Among Republicans, Riverside County sheriff Chad Bianco and political commentator Steve Hilton emerged as the leading candidates, while the Democratic field remained fragmented. This raised concerns that two Republicans could advance to the general election. Those concerns eased after President Donald Trump endorsed Hilton, increasing the chance of a Democrat making it into the runoff because some Bianco supporters would likely shift their support to Hilton due to Trump's endorsement.

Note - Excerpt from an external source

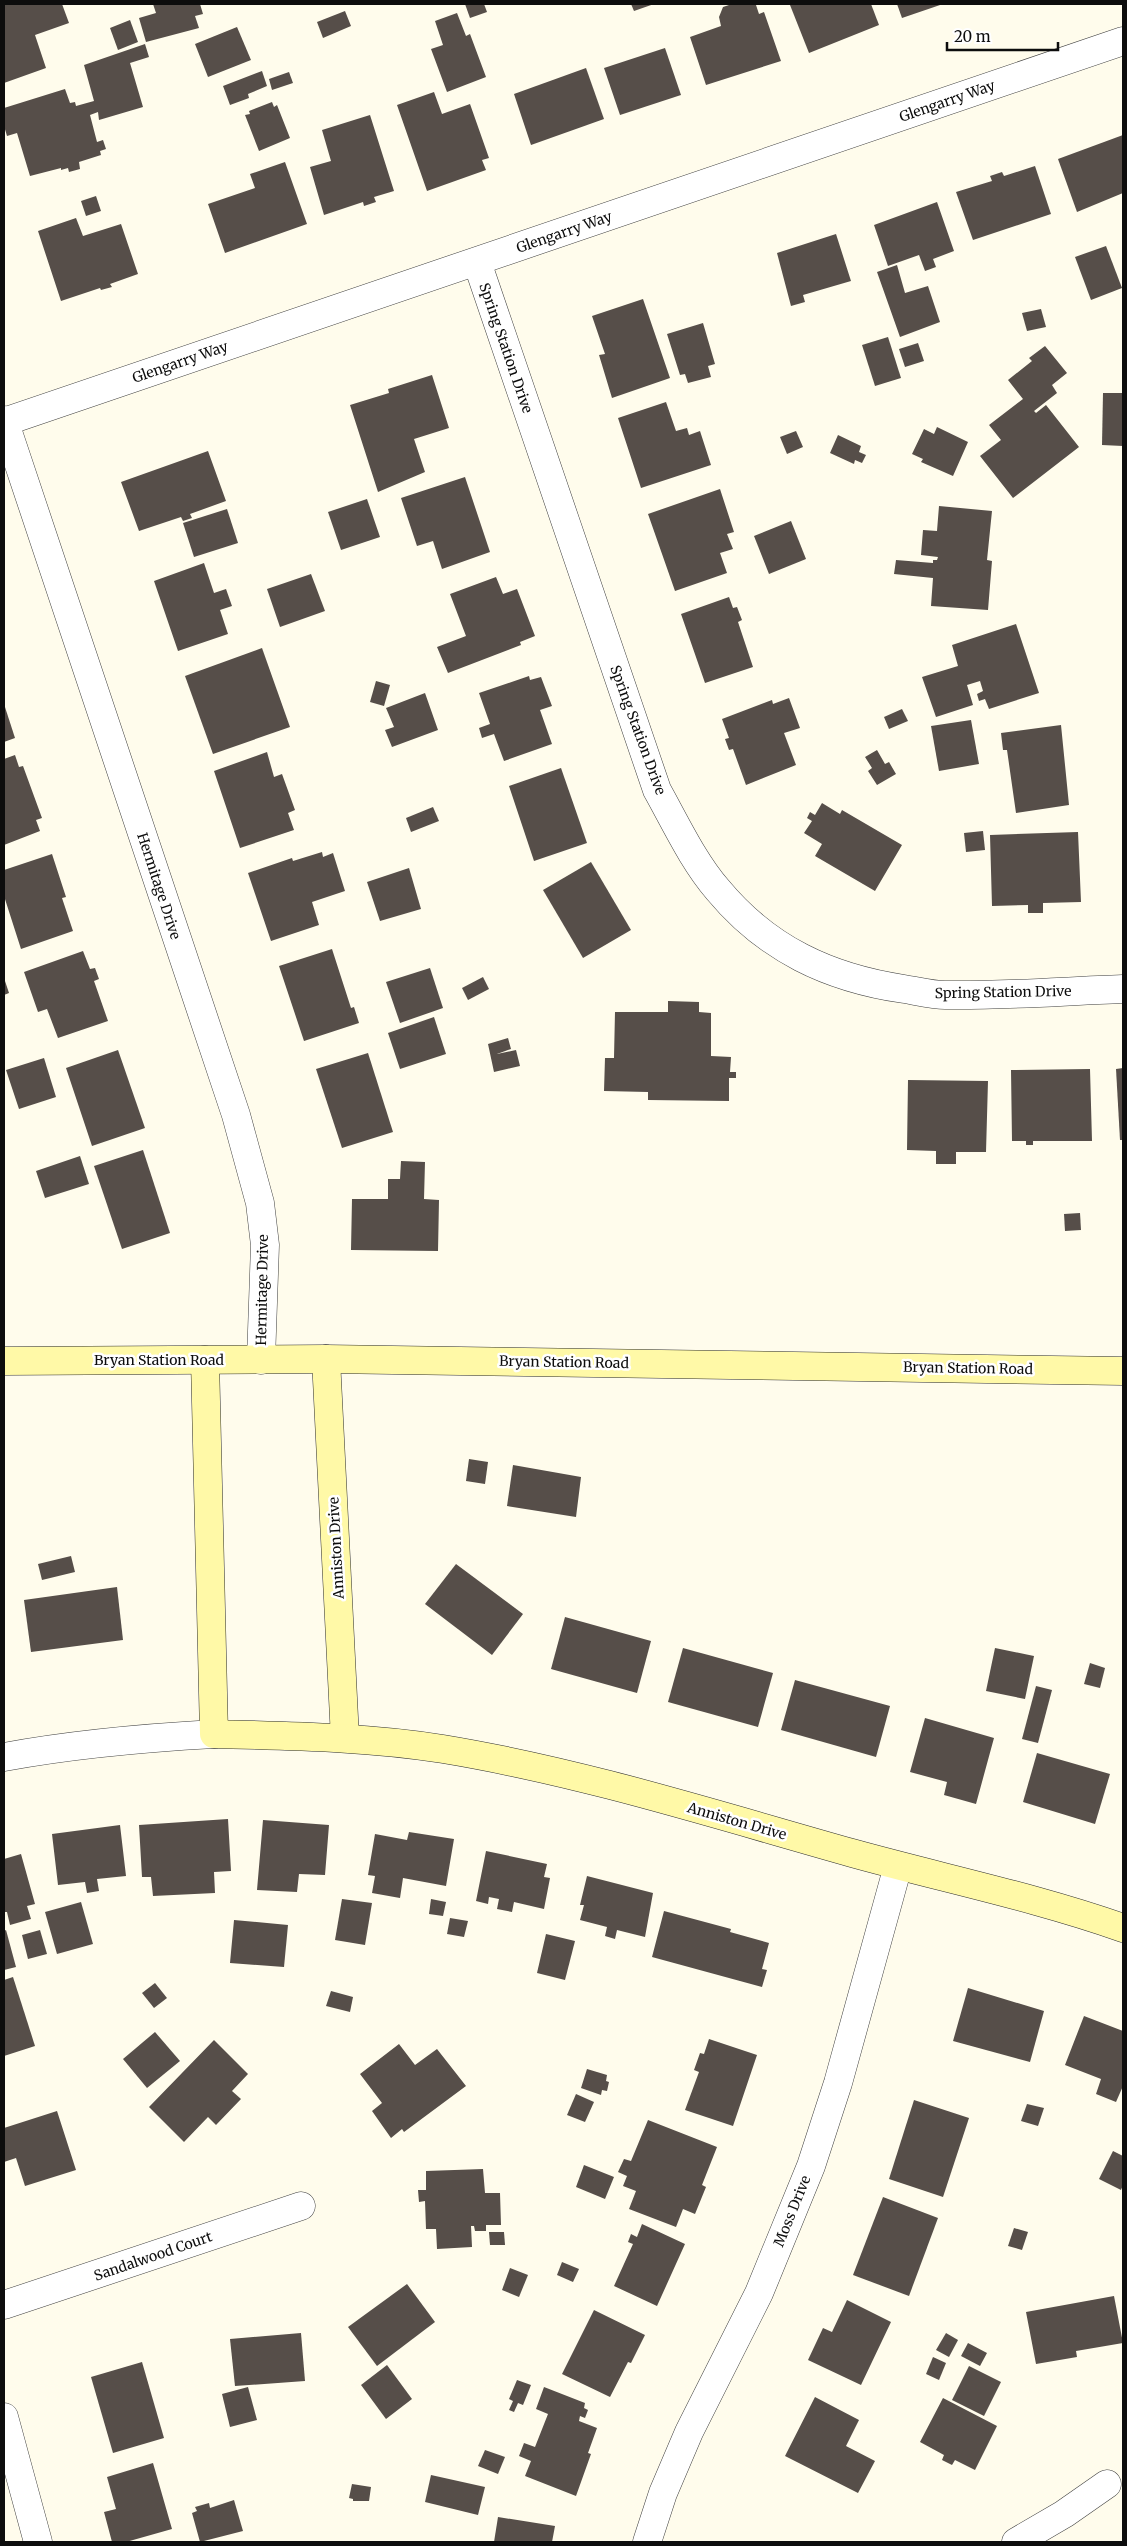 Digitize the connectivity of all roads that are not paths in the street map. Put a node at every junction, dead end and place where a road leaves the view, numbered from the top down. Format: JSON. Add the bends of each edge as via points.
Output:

Before Swalwell's exit from the race, polls showed that the three Democrats with the greatest amount of public support were representative Eric Swalwell, hedge fund manager and 2020 presidential candidate Tom Steyer, and former representative Katie Porter. Other notable Democrats running included former mayor of Los Angeles Antonio Villaraigosa, former HHS Secretary and state attorney general Xavier Becerra, mayor of San Jose Matt Mahan, and superintendent of public instruction Tony Thurmond. Former Vice President Kamala Harris and U.S. Sen. Alex Padilla opted against running for governor, despite speculation by the media to the contrary.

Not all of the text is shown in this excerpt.